# [PROBLEM STATEMENT]
Using the records below, copy every line that holds the string "road".

# [AVAILABLE RECORDS]
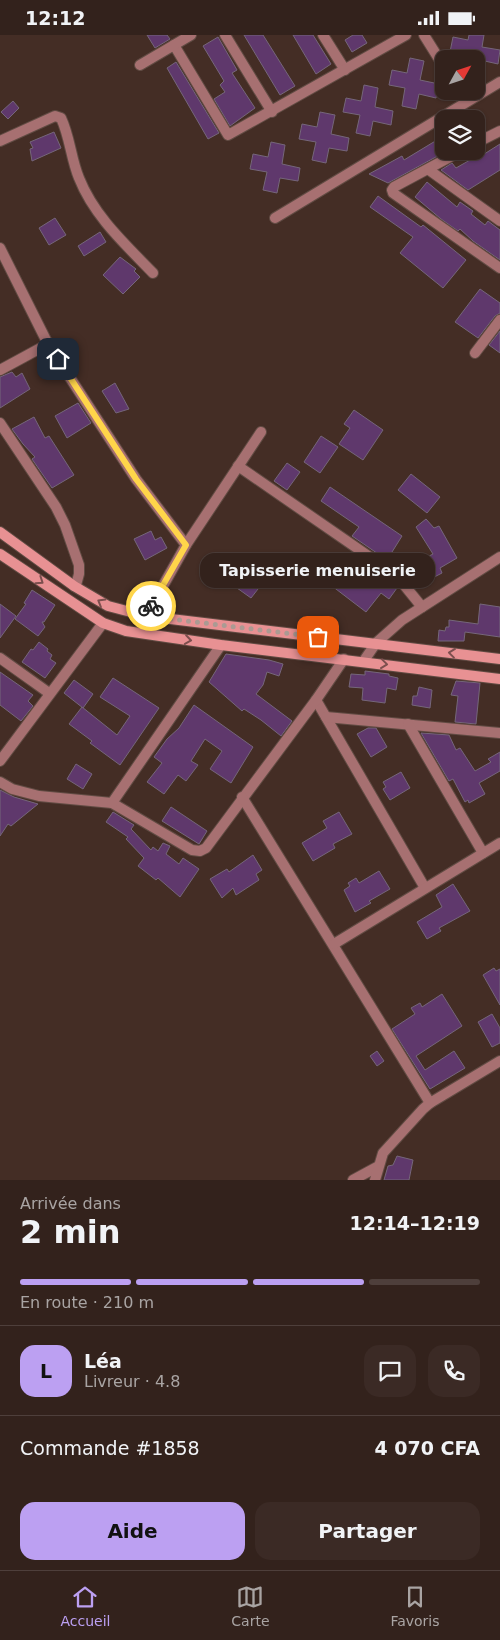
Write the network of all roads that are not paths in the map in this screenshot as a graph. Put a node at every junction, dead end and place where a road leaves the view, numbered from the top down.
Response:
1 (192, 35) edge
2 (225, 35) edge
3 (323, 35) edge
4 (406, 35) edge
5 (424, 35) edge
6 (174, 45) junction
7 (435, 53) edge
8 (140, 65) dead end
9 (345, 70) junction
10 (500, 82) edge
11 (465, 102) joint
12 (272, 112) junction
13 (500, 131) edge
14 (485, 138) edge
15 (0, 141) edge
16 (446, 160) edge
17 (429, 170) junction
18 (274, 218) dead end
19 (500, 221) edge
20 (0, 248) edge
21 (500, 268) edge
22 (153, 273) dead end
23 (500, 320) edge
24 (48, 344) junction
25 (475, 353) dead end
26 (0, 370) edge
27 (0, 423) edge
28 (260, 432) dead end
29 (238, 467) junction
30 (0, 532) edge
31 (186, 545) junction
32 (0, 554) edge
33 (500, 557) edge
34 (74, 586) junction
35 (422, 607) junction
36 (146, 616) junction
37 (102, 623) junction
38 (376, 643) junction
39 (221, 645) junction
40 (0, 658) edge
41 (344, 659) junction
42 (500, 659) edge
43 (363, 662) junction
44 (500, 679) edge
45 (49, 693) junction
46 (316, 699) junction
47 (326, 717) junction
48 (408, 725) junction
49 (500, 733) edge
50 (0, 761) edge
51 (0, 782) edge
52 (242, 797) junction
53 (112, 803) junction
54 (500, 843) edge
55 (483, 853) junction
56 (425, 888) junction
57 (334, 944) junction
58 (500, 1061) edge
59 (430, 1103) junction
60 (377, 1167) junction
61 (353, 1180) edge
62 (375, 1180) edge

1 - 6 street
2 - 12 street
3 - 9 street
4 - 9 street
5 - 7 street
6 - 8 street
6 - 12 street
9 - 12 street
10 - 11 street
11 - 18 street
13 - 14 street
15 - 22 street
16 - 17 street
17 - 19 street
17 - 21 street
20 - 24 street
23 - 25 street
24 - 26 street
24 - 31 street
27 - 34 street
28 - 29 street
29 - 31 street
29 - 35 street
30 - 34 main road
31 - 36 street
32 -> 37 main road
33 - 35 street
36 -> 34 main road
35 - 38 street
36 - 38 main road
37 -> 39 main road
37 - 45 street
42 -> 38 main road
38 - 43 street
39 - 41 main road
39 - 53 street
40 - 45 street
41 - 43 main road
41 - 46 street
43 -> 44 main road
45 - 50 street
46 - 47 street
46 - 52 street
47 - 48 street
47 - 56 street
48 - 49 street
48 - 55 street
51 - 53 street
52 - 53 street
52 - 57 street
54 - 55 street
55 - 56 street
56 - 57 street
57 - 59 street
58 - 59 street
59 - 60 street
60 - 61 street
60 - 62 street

# [OUTPUT OF THE TASK]
Write the network of all roads that are not paths in the map in this screenshot as a graph. Put a node at every junction, dead end and place where a road leaves the view, numbered from the top down.
30 - 34 main road
32 -> 37 main road
36 -> 34 main road
36 - 38 main road
37 -> 39 main road
42 -> 38 main road
39 - 41 main road
41 - 43 main road
43 -> 44 main road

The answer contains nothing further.